Captain Kettle allowed himself to be persuaded, and sat back again.  The mob of negroes came up to the doorway of the hut, and the witch-doctor, with many prostrations to the little sailor, made a long speech.  Then the larger of the two fowls entered into the ceremony, and was slain with a sword, and the witch-doctor, squatting on the ground, read the omens.
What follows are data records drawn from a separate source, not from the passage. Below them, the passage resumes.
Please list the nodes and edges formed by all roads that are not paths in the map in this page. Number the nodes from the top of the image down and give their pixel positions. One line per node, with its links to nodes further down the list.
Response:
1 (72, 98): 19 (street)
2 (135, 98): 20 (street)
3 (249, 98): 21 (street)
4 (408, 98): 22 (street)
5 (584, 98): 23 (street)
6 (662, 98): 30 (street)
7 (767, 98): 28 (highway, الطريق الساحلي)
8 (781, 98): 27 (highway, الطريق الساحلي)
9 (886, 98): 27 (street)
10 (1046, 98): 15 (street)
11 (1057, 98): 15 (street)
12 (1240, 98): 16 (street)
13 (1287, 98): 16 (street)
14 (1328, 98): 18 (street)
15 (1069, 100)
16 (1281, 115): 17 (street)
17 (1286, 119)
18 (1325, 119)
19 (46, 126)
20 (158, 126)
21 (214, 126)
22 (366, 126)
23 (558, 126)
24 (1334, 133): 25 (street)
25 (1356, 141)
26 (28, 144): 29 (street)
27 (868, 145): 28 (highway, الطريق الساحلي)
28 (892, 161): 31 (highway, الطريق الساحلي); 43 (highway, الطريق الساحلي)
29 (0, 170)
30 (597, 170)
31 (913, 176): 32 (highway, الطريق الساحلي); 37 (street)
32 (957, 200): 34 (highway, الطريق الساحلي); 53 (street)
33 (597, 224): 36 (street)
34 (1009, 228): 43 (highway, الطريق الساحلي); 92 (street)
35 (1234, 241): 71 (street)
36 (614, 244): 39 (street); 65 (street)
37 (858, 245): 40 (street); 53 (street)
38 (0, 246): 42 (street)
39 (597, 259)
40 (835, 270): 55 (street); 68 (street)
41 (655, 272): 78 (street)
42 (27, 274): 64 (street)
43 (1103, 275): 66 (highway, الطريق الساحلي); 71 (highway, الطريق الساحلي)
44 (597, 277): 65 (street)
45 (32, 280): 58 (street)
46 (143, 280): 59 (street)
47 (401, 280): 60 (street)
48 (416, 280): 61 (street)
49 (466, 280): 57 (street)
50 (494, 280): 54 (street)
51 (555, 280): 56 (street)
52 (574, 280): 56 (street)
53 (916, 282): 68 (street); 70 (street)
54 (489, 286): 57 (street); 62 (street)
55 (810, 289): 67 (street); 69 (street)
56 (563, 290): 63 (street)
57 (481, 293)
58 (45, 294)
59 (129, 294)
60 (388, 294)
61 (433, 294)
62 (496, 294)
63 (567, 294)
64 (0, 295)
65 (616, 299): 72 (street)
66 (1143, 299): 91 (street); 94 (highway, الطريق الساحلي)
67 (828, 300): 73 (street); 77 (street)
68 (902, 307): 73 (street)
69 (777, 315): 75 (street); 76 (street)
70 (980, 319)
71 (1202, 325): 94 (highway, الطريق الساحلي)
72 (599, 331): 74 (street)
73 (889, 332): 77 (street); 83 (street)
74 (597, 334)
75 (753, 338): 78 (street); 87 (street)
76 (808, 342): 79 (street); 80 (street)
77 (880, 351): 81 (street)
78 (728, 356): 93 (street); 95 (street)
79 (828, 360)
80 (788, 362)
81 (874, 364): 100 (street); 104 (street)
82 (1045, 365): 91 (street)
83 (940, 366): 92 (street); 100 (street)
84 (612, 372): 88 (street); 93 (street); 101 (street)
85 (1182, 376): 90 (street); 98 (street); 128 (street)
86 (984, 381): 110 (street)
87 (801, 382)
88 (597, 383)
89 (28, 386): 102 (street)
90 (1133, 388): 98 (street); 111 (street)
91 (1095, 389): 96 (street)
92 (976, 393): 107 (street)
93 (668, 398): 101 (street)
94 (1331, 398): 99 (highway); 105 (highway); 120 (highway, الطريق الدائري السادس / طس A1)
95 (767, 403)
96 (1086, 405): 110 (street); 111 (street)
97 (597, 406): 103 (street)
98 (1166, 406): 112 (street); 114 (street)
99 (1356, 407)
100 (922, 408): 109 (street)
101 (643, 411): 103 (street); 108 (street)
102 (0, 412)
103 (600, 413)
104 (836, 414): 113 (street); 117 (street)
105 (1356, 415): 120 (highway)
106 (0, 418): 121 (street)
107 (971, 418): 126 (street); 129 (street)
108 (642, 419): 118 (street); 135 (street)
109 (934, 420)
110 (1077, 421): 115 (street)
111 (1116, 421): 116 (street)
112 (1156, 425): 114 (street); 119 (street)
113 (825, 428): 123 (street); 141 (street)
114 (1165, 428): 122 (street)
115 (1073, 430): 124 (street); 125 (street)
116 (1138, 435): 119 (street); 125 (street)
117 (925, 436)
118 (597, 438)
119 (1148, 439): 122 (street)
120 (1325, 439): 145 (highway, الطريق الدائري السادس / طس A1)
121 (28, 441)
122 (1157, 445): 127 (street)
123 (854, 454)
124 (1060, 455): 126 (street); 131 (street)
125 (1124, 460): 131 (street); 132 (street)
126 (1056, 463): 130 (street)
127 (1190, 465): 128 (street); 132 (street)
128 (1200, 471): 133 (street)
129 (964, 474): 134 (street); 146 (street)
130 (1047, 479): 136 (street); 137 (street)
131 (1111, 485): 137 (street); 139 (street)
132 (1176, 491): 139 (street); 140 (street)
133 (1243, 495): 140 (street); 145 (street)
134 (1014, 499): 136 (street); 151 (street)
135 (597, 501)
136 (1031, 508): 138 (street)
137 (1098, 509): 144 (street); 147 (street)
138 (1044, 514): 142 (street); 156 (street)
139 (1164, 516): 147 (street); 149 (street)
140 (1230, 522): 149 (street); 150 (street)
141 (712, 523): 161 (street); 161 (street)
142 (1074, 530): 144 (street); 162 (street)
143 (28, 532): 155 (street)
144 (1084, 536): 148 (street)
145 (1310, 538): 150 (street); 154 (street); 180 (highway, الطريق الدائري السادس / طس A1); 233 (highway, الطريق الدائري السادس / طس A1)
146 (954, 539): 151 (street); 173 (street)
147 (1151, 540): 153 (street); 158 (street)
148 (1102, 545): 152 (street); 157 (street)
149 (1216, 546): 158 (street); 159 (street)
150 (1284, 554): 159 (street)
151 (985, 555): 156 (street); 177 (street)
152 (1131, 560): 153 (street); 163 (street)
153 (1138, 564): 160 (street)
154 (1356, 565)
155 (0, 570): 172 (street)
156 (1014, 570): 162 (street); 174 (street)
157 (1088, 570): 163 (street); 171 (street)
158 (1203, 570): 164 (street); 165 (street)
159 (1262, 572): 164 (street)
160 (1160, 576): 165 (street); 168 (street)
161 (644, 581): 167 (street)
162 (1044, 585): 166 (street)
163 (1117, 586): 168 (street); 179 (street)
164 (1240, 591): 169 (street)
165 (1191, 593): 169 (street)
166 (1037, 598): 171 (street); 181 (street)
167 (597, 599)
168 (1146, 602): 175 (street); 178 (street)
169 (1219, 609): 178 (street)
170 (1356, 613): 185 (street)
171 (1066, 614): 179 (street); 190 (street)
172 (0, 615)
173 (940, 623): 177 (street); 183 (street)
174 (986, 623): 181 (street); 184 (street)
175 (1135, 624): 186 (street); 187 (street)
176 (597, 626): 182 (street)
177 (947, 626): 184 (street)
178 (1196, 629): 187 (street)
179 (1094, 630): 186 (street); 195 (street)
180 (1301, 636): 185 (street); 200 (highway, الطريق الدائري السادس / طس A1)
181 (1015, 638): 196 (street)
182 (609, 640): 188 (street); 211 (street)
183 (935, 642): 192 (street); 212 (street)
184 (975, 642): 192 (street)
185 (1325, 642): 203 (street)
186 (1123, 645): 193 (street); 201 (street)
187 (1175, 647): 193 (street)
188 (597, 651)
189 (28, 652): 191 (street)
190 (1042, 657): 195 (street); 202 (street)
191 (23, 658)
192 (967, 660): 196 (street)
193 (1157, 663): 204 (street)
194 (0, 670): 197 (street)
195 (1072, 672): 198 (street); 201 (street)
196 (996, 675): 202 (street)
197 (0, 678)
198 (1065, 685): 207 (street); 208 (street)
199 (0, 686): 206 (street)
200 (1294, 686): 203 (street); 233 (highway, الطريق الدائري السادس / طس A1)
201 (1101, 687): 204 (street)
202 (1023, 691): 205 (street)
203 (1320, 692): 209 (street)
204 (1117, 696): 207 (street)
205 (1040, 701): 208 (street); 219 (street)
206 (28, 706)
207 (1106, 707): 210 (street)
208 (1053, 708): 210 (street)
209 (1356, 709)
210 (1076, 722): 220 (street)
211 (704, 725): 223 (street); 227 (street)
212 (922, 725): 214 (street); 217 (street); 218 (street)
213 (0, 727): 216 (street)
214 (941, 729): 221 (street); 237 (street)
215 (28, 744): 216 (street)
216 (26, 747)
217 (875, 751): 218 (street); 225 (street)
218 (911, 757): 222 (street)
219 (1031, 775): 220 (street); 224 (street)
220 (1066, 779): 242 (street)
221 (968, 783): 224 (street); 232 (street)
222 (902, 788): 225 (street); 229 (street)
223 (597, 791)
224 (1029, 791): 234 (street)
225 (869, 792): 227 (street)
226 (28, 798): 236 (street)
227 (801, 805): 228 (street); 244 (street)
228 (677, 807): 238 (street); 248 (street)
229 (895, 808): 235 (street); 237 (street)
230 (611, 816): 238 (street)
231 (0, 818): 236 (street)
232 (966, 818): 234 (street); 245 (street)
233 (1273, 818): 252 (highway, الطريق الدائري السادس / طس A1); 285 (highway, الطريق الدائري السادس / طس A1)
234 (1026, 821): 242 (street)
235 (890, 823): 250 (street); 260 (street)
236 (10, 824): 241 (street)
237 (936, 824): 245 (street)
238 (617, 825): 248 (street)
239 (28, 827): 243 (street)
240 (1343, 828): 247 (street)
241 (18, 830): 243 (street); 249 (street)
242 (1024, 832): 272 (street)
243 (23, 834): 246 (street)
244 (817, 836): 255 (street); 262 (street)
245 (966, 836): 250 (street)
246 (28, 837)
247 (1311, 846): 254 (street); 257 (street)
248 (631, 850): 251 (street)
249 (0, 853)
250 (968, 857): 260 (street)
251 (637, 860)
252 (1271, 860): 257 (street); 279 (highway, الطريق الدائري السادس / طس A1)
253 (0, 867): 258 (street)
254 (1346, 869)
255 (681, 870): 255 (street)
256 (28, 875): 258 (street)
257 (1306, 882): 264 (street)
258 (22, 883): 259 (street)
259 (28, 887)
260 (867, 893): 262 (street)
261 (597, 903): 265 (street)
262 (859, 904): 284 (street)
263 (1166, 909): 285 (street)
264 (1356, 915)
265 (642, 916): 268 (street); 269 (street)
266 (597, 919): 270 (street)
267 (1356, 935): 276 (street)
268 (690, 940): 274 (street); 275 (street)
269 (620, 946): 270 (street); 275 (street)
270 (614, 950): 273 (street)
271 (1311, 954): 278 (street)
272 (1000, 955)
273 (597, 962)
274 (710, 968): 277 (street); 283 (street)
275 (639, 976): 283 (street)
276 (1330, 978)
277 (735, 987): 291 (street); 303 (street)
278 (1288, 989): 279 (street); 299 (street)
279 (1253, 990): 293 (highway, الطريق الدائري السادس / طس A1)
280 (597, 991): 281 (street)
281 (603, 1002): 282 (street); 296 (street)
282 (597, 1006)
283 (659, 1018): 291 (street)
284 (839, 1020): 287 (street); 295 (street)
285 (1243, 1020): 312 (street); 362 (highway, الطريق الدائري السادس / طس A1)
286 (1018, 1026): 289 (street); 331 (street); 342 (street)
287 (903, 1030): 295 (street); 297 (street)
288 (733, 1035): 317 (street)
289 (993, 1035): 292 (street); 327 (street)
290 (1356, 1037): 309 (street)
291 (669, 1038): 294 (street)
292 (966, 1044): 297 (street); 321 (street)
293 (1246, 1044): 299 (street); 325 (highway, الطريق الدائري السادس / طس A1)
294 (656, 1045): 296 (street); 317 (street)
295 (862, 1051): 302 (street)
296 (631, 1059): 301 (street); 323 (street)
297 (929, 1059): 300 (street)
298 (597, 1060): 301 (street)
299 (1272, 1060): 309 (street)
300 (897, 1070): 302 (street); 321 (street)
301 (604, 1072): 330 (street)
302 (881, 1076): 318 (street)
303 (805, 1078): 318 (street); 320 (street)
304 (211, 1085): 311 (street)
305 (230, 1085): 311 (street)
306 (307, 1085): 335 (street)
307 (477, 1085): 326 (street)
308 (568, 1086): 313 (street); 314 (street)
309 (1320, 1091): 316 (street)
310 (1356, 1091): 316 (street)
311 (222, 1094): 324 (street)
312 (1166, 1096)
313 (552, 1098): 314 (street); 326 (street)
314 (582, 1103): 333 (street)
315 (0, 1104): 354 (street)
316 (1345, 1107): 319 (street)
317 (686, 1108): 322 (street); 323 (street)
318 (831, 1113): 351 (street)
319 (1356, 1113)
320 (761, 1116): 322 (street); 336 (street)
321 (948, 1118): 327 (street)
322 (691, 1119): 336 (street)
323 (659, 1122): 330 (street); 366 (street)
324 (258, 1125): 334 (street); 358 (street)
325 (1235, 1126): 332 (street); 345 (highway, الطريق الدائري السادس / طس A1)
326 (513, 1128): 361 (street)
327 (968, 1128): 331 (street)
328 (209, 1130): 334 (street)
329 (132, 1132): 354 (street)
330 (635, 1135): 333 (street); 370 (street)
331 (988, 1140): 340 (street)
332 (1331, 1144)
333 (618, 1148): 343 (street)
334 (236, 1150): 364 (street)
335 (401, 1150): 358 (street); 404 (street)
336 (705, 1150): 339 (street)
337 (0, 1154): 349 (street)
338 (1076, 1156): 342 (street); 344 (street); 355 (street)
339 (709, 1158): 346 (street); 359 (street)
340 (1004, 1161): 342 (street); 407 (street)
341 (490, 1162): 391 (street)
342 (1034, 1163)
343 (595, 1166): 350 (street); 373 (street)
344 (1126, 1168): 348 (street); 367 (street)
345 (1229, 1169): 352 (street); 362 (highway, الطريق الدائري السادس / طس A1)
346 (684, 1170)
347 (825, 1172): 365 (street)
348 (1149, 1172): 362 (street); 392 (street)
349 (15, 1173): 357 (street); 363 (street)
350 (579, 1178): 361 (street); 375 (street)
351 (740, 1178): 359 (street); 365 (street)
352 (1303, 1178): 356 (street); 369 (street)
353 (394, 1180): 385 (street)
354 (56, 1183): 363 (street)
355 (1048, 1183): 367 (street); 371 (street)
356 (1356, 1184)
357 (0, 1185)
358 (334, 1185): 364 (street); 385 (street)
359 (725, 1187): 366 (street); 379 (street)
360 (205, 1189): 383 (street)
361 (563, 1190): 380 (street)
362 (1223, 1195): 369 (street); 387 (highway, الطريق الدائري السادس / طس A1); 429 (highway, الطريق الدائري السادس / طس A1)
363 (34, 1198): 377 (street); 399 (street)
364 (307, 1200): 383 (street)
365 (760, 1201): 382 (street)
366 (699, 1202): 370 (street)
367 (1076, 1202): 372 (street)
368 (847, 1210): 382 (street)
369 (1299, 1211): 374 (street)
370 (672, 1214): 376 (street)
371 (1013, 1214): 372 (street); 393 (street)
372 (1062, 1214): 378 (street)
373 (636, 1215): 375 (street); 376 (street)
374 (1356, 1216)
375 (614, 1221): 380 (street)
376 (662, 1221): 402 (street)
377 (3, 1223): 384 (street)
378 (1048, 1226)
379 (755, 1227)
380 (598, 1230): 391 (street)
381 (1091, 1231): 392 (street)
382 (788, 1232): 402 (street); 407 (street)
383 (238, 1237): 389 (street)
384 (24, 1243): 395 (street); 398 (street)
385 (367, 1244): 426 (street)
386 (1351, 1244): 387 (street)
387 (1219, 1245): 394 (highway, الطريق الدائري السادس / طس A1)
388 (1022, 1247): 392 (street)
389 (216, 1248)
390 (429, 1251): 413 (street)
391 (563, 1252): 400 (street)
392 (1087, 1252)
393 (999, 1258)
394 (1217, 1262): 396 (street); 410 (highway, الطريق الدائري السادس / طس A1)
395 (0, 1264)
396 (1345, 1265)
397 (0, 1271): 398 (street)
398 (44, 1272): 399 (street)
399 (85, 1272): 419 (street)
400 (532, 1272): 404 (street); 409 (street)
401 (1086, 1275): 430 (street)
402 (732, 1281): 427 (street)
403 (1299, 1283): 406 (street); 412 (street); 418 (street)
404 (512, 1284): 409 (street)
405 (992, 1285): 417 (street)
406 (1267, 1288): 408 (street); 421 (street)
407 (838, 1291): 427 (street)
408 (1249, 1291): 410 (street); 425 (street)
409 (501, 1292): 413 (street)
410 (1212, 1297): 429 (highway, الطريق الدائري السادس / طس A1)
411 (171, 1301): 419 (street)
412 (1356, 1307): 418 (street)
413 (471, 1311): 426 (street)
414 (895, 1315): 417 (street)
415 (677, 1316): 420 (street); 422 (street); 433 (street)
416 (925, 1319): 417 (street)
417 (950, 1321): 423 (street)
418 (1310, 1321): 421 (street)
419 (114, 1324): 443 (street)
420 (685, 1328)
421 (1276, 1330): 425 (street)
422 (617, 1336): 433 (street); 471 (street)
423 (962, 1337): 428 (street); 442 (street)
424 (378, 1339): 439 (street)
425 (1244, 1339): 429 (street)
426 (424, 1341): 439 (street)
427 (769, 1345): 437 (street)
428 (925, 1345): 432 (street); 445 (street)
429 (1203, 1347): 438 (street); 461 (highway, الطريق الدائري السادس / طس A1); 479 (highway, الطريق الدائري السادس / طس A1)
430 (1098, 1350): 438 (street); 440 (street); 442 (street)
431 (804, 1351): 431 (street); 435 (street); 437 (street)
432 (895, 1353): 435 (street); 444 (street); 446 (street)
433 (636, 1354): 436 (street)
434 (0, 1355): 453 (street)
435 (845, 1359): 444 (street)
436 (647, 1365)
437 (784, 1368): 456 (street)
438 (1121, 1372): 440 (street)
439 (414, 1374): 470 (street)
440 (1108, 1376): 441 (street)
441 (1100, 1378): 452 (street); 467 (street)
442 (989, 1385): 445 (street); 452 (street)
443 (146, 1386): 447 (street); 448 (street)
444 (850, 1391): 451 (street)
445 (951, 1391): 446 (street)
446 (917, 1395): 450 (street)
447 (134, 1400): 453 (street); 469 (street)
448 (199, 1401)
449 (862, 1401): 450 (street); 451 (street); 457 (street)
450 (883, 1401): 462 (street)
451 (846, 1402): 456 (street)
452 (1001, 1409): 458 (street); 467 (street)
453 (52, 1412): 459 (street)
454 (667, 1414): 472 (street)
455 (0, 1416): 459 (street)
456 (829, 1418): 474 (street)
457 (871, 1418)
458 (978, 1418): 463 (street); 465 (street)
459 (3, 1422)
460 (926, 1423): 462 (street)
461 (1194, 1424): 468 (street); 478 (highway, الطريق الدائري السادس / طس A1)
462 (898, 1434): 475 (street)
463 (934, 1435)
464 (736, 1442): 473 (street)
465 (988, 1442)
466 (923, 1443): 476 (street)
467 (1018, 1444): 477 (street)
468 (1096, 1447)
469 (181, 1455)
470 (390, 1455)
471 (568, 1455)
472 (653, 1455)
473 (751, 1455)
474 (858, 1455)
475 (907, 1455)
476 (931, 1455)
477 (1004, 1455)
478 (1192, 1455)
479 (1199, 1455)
Kettle accepted the homage with glum silence, evidently restraining himself, but when Clay’s turn came, and the smaller and scraggier of the chickens yielded up life in his honor, he hitched up his feet, and squatted cross-legged on the chair, and held up his hand palm outward, after the manner of some grotesque Chinese idol.  A sense of the absurd was one of the many things which had hampered this disreputable doctor all through his unlucky career.

The negroes, however, took it all in good part, and in time they departed, well satisfied.  But Kettle wore a gloomy face.

“Funny, wasn’t it?” said Clay.

“I call it beastly,” Kettle snapped.  “This sort of thing’s got to stop.  I’m not going to have my new Republic dirtied by shows like that.”

“Well,” said Clay flippantly, “if you will set up as a little tin god on wheels, you must expect them to say their prayers to you.”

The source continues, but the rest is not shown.